Important Considerations

Contracts come in all shapes and sizes.  They do not have to be labeled as a contract to be a contract.  Contracts can be formal documents with lots of “whereas” clauses, memoranda of understanding, letter agreements, “clickwrap” or “clickthrough” agreements, or anything that requires and exchange of consideration.

  • Legal Affairs is always here to help with contract matters, but please ensure plenty of advance notice!
  • Ensure that the contract has a defined duration, and you are prepared to meet your obligations during that term.  Shorter terms are less risky, so it can be beneficial at the start of a relationship to try a shorter term, such as 1-2 years.  Avoid “evergreen” clauses that require automatic renewals absent notice by the other party and unilateral renewals.
  • Beware of contracts that require exclusivity, such as the requirement that the University only use the products or services of a single vendor.  When possible leave other options open.

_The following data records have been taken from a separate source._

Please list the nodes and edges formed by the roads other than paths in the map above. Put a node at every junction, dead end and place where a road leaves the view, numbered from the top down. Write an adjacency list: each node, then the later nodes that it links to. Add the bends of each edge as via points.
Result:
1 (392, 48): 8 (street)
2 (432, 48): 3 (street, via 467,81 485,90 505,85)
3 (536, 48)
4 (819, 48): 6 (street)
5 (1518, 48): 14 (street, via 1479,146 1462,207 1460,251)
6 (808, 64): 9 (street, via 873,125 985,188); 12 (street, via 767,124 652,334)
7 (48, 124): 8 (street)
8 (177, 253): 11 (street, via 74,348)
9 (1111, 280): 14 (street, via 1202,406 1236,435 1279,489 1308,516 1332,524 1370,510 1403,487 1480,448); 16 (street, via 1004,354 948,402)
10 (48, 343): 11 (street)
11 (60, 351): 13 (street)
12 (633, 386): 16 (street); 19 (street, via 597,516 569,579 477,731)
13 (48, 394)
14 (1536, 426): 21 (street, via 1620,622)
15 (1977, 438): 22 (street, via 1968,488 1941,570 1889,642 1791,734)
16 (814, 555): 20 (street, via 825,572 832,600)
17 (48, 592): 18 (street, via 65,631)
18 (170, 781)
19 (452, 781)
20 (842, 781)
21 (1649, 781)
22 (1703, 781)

  • Certain types of “high risk” contracts should be reviewed by Legal Affairs.  These include, but are not limited to, agreements with international parties, work with minors, agreements concerning chemicals, explosives, or radioactive materials, and contracts with the government.  Check this list for fuller information about the types of contracts Legal Affairs should review.
  • Avoid unlimited assignments rights or the transfer of intellectual property.
  • Some clauses -- such as indemnification, warranty and liability clauses -- impose great liability on UD.  If you do not understand what risk clauses such as these impose, please contact Legal Affairs for guidance.
  • Beware of the definitions section.  It can turn an otherwise innocuous clause into an onerous clause.
  • If you have any questions, or would like assistance with any part of the contract process, please contact anyone in Legal Affairs.  We are here to help you accomplish your goals.
  • But note that typically the “business terms” of the contract are up to the unit undertaking the contract.  That is, whether it’s a “good deal” is not something Legal Affairs is typically in a position to know.  However, Legal Affairs can assist with ways to structure the deal, ways to create leverage or incentives, etc.